Sustainable Bonds Series: Module 1 - Introduction to sustainable bonds

Introduction to Sustainable bonds

In this module of our Sustainable Bonds series, we will look at what we mean by sustainable bonds, the different bonds within this range, and why we believe they should be a part of a fixed income portfolio.  

Sustainable bonds, the collective name for ‘green’, ‘social’ and ‘sustainability’ bonds, have one major thing in common: they all finance projects that aim to have a positive impact and provide investors with a measurable outcome.

The purpose of green bonds is to finance the transition to a low carbon economy through environmentally-friendly projects such as green buildings, low carbon transport or smart energy systems.

Social bonds, on the other hand, address the social dimension of transitioning to a more sustainable economy. Mainly issued by sovereigns and quasi-sovereigns or banks, they finance projects that aim at delivering a positive social impact such as employment creation, affordable housing or access to healthcare services

Sustainability bonds finance projects that combine the two elements, green and social. Social and sustainability bonds are a growing part of the sustainable bond market.

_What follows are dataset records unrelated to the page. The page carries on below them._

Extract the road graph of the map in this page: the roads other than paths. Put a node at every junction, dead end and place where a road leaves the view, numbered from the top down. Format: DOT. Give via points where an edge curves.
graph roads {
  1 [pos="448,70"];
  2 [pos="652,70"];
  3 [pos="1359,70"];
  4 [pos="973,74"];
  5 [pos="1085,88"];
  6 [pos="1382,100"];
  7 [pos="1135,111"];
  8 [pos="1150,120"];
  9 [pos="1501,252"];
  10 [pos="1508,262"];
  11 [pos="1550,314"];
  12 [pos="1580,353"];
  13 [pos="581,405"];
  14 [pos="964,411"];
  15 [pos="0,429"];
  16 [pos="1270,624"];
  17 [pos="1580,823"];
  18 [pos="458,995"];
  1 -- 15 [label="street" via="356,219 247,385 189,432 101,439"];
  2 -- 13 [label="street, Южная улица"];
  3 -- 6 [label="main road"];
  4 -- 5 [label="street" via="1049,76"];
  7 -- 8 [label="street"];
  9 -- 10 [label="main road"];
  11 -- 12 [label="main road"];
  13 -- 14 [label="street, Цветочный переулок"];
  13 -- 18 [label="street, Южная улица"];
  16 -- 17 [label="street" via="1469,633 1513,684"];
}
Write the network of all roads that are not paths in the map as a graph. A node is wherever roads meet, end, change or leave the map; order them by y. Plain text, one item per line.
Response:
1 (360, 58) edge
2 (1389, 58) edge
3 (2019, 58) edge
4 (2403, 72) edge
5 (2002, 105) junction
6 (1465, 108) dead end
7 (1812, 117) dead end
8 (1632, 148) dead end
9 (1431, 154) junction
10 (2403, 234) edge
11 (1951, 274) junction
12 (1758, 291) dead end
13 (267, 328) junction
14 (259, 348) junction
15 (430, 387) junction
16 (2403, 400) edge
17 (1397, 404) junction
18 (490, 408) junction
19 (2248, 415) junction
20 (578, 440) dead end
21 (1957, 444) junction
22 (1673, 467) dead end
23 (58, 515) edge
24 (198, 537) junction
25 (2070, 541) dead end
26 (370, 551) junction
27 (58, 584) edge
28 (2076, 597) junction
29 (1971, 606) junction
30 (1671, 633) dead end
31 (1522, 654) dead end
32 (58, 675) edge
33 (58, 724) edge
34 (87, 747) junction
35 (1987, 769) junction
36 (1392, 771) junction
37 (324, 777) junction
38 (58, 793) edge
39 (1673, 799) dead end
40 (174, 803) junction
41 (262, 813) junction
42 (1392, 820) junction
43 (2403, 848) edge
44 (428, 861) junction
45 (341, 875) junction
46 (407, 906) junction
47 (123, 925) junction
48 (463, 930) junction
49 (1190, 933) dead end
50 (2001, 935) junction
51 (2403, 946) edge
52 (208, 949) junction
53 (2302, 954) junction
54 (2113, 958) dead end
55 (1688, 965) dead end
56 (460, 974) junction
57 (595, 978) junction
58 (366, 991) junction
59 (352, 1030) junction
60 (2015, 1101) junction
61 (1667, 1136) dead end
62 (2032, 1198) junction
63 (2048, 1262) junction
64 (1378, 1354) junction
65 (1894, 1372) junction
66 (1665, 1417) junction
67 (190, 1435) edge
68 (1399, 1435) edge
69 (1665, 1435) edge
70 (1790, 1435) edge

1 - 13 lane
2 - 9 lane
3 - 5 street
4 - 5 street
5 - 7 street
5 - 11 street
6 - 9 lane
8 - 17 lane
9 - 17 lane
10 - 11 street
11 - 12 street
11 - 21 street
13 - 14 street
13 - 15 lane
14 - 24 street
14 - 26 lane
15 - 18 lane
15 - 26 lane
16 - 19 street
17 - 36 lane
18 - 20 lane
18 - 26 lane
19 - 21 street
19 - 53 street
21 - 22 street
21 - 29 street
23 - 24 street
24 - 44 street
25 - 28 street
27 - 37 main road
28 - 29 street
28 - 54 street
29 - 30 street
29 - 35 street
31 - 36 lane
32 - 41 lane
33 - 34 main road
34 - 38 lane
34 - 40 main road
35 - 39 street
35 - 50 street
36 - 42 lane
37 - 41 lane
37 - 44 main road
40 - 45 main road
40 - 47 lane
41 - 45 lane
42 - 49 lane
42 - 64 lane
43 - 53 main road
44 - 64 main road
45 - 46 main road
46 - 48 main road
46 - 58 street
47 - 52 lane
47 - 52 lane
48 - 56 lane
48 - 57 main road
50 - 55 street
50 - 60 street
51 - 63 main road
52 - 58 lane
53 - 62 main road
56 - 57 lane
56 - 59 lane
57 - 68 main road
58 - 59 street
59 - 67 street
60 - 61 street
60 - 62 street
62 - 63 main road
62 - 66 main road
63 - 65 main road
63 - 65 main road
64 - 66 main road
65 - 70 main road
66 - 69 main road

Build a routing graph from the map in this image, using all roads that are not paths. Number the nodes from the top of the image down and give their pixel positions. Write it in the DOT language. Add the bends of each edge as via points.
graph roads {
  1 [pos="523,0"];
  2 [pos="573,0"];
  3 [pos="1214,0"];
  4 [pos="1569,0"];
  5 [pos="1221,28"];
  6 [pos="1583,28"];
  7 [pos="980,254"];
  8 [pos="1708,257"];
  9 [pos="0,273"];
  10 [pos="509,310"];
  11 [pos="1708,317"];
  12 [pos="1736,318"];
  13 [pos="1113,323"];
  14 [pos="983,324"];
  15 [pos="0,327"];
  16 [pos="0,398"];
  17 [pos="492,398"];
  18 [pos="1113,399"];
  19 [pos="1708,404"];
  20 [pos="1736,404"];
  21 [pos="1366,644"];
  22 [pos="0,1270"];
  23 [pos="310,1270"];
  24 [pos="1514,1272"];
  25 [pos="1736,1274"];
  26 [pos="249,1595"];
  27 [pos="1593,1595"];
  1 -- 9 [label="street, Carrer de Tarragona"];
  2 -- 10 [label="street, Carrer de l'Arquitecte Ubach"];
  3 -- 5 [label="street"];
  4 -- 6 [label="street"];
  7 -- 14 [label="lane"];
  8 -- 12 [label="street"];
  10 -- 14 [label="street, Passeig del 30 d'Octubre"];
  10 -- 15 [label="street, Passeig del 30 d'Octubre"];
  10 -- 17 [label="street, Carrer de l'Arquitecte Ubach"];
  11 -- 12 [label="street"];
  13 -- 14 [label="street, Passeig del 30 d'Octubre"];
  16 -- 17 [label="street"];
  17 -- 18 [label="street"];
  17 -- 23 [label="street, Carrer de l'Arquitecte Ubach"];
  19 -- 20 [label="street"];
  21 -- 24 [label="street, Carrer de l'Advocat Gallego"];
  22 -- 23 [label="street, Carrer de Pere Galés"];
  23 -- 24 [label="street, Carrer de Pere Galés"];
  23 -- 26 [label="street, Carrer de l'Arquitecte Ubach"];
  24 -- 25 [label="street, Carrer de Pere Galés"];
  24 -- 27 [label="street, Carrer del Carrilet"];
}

Sustainable bonds are not only for dedicated impact strategies but can also contribute positively to conventional strategies by adding a positive impact dimension. It is also worth remembering that these bonds do not bear additional risks related to the projects identified. Instead, the investment risk remains at issuer level.

Although there is no official standard for sustainable bonds, the International Capital Markets Association has established principles for issuers to meet when issuing them. This is an important step as not all sustainable bonds are worth the same: some companies may identify credible green or social projects yet without having a meaningful sustainable strategy or vice versa.  As this market continues to establish itself as a mainstream alternative, new opportunities will emerge. 

ACT range

Social bonds

Rapid growth in the social bonds market offers a compelling opportunity to invest in the social dimension of the transition to a low carbon economy.

Find out more

Watch the other modules from our sustainable bonds series

The objective of this series is to make sustainable bonds investing simple to investors.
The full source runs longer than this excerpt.